▶ [WHAT IS BEING ASKED] For the word "Строителей", count the lines of the data that include it and give only the total.
[RECORDS SHOWN Boundary: Start]
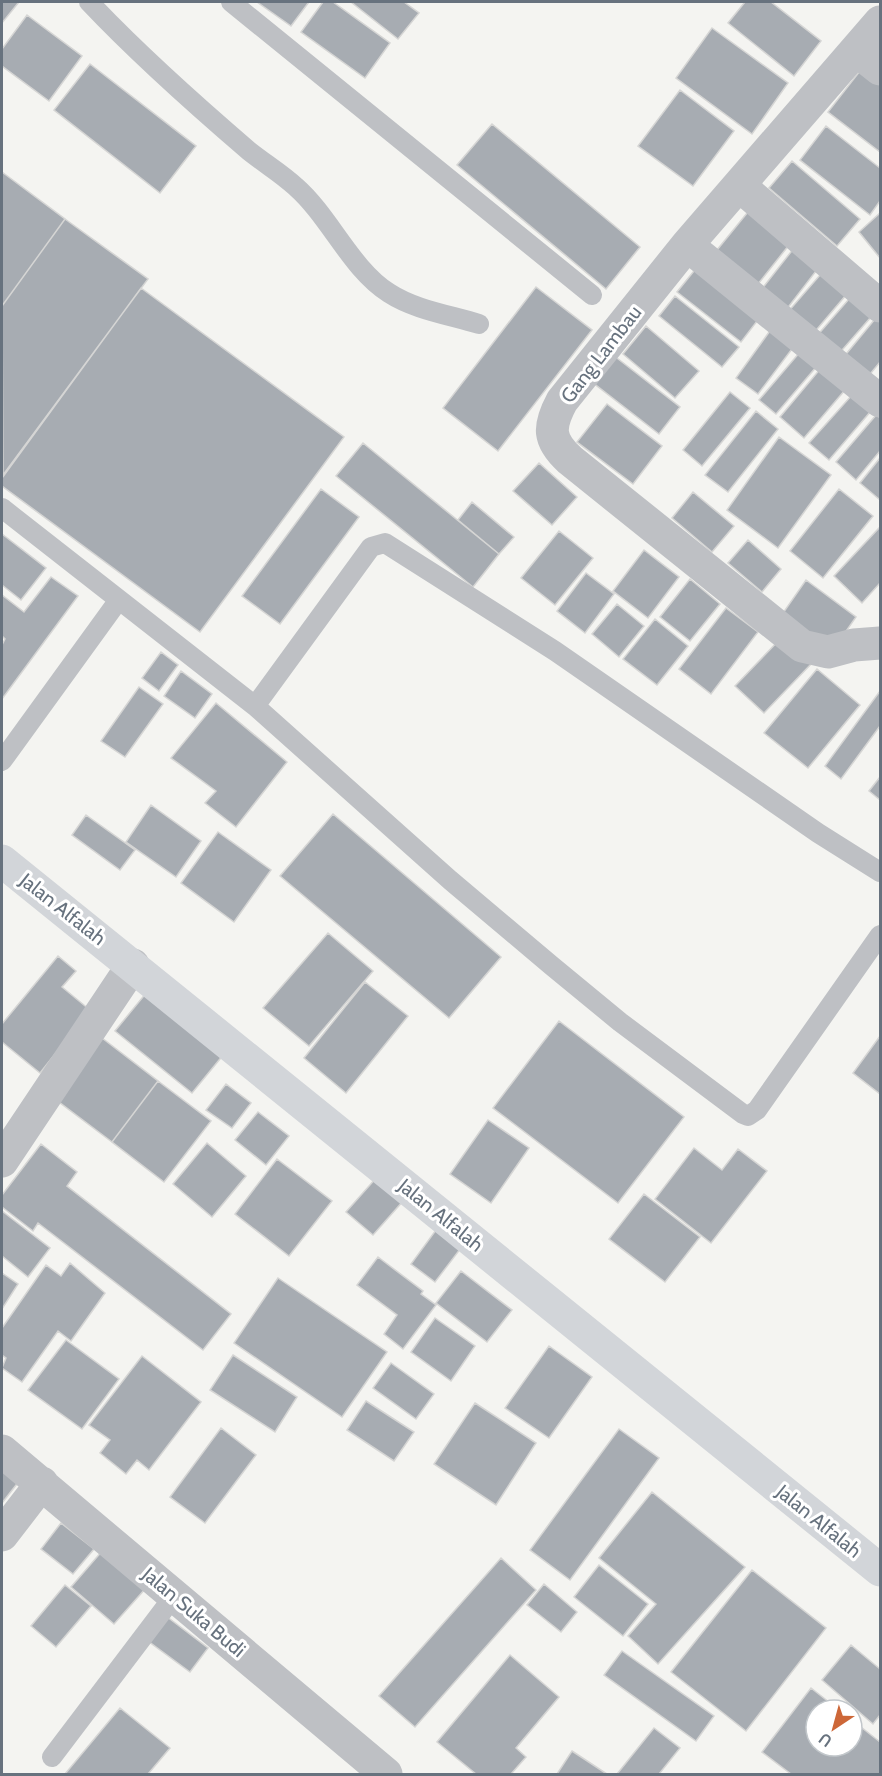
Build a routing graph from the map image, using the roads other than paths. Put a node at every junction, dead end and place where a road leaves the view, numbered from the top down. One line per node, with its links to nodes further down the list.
1 (89, 2): 9 (lane)
2 (231, 2): 7 (lane)
3 (880, 22): 4 (street, Gang Lambau)
4 (868, 60): 5 (street, Gang Lambau)
5 (740, 186): 6 (street, Gang Lambau); 8 (street)
6 (687, 245): 10 (street); 13 (street, Gang Lambau)
7 (592, 295)
8 (880, 306)
9 (479, 324)
10 (880, 401)
11 (2, 508): 12 (lane)
12 (118, 601): 14 (lane); 15 (lane)
13 (880, 643)
14 (255, 706): 17 (lane); 18 (lane)
15 (2, 761)
16 (2, 861): 19 (street, Jalan Alfalah)
17 (880, 872)
18 (880, 935)
19 (133, 964): 20 (street); 24 (street, Jalan Alfalah)
20 (2, 1161)
21 (2, 1451): 22 (street, Jalan Suka Budi)
22 (42, 1484): 23 (street); 25 (street, Jalan Suka Budi)
23 (2, 1535)
24 (880, 1570)
25 (174, 1596): 26 (lane); 27 (street, Jalan Suka Budi)
26 (52, 1757)
27 (386, 1774)

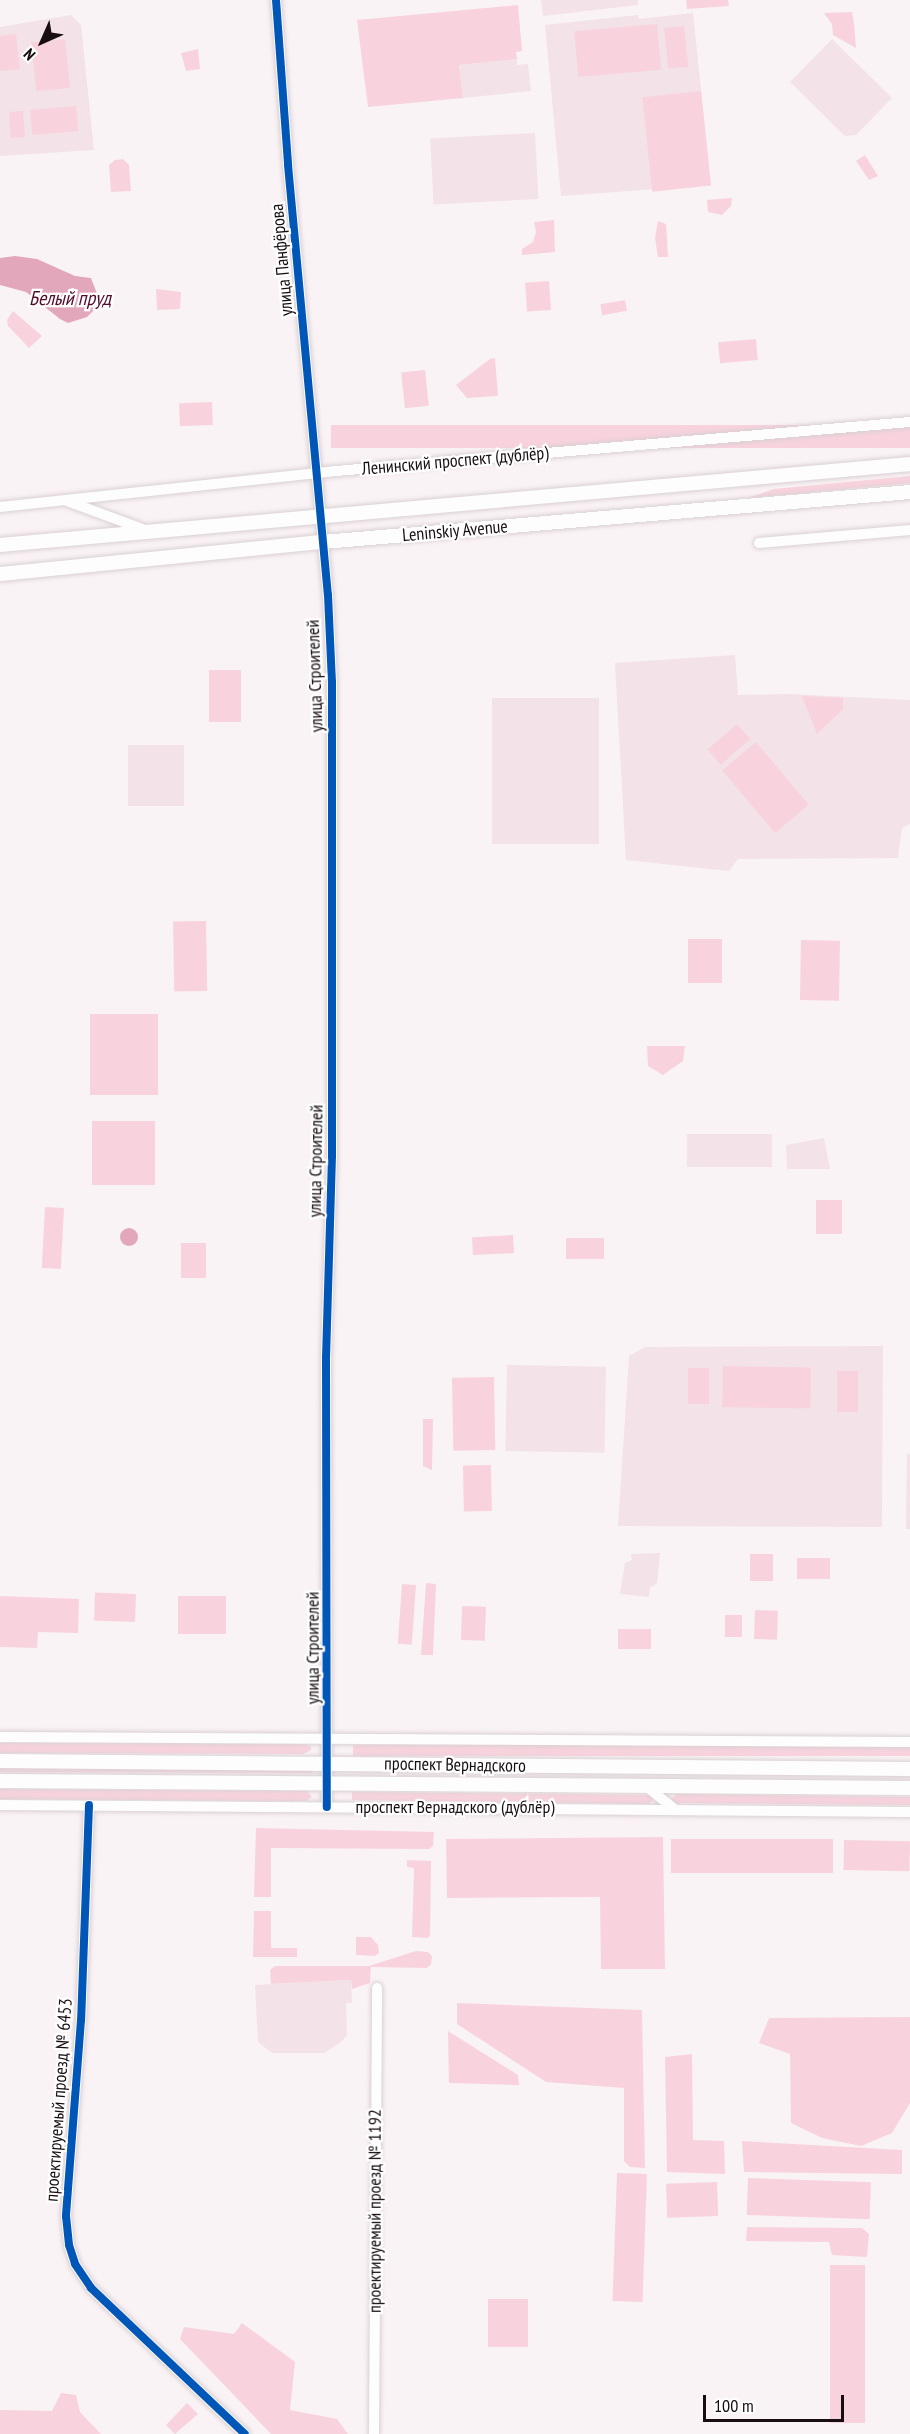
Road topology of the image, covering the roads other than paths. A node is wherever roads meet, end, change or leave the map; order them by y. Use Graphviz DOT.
graph roads {
  1 [pos="276,0"];
  2 [pos="910,422"];
  3 [pos="910,464"];
  4 [pos="317,473"];
  5 [pos="910,492"];
  6 [pos="65,500"];
  7 [pos="0,507"];
  8 [pos="321,517"];
  9 [pos="910,530"];
  10 [pos="151,532"];
  11 [pos="323,542"];
  12 [pos="759,543"];
  13 [pos="0,545"];
  14 [pos="0,574"];
  15 [pos="0,1737"];
  16 [pos="328,1737"];
  17 [pos="910,1742"];
  18 [pos="0,1761"];
  19 [pos="327,1764"];
  20 [pos="910,1769"];
  21 [pos="0,1781"];
  22 [pos="327,1783"];
  23 [pos="645,1786"];
  24 [pos="910,1788"];
  25 [pos="0,1805"];
  26 [pos="89,1805"];
  27 [pos="327,1807"];
  28 [pos="674,1809"];
  29 [pos="910,1812"];
  30 [pos="377,1988"];
  31 [pos="245,2434"];
  32 [pos="374,2434"];
  1 -- 4 [label="street, улица Панфёрова"];
  2 -- 4 [label="street, Ленинский проспект (дублёр)"];
  3 -- 8 [label="main road, Leninskiy Avenue"];
  4 -- 6 [label="street, Ленинский проспект (дублёр)"];
  4 -- 8 [label="street, улица Панфёрова"];
  5 -- 11 [label="main road, Leninskiy Avenue"];
  6 -- 7 [label="street, Ленинский проспект (дублёр)"];
  6 -- 10 [label="street"];
  8 -- 10 [label="main road, Leninskiy Avenue"];
  8 -- 11 [label="street, улица Строителей"];
  9 -- 12 [label="street"];
  10 -- 13 [label="main road, Leninskiy Avenue"];
  11 -- 14 [label="main road, Leninskiy Avenue"];
  11 -- 16 [label="street, улица Строителей"];
  15 -- 16 [label="street"];
  16 -- 17 [label="street"];
  16 -- 19 [label="street, улица Строителей"];
  18 -- 19 [label="main road, проспект Вернадского"];
  19 -- 20 [label="main road, проспект Вернадского"];
  19 -- 22 [label="street, улица Строителей"];
  21 -- 22 [label="main road, проспект Вернадского"];
  22 -- 23 [label="main road, проспект Вернадского"];
  22 -- 27 [label="street, улица Строителей"];
  23 -- 24 [label="main road, проспект Вернадского"];
  23 -- 28 [label="street"];
  25 -- 26 [label="street, проспект Вернадского (дублёр)"];
  26 -- 27 [label="street, проспект Вернадского (дублёр)"];
  26 -- 31 [label="street, проектируемый проезд № 6453"];
  27 -- 28 [label="street, проспект Вернадского (дублёр)"];
  28 -- 29 [label="street, проспект Вернадского (дублёр)"];
  30 -- 32 [label="street, проектируемый проезд № 1192"];
}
[RECORDS SHOWN Boundary: End]
▶ [ANSWER AREA] 5